In another study, the children of parents who had used marijuana were more likely to be obese.

Scientist Samantha Gardener from Edith Cowan University in Australia presented evidence that older people who ate a Western diet had greater cognitive decline than those who ate a Mediterranean diet with more fruit and vegetables.

The study, "Dietary patterns and their association and cognitive decline", monitored the eating patterns of elderly Australians over three years.

The Western diet was high in red and processed meat, potatoes, high-fat dairy products and sweets. The Mediterranean diet was high in vegetables and fish.

The people on the Western diet were found to have a greater decline in visual-spatial functioning - one's ability to see, perceive depth, give directions and draw.

The study linked poor diet to a greater risk of cognitive decline and Alzheimer's disease.

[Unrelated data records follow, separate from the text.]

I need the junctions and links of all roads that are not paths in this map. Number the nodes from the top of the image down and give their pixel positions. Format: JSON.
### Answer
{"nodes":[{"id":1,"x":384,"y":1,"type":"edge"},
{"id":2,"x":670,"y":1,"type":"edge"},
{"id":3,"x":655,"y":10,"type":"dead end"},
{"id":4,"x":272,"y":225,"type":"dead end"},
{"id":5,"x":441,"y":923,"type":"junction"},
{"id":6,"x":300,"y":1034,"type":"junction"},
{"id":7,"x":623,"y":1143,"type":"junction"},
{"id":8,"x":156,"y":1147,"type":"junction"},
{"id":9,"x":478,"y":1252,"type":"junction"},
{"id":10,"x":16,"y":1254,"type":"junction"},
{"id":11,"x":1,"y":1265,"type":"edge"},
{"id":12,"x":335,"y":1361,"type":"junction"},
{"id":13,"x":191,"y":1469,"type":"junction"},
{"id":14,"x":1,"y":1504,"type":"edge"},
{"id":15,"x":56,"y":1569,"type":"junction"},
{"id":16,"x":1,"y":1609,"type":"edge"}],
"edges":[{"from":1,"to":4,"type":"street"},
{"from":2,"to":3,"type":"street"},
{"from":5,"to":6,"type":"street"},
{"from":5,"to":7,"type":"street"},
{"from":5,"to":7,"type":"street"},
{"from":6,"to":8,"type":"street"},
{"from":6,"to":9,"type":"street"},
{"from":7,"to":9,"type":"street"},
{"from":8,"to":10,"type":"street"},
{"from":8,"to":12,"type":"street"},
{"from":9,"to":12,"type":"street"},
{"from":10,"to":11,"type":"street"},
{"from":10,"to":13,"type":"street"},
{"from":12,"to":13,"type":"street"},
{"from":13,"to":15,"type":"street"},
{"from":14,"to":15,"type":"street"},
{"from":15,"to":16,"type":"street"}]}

Gardener said: "Our findings are in agreement with previously published work on dietary patterns and cognitive decline."

She said it had already been shown in US populations that diets high in fish, olive oil, fruit and vegetables were associated with a lower risk of Alzheimer's. It was significant that the Australian study showed the same.

"As Alzheimer's increases as the populations ages, diet represents a potential intervention strategy accessible to all."

Current research is shifting from understanding and diagnosing Alzheimer's to preventing it.

The September edition of the journal Epidemiology showed that nine out of 12 studies linked a Mediterranean diet to a lower risk of mental decline and Alzheimer's.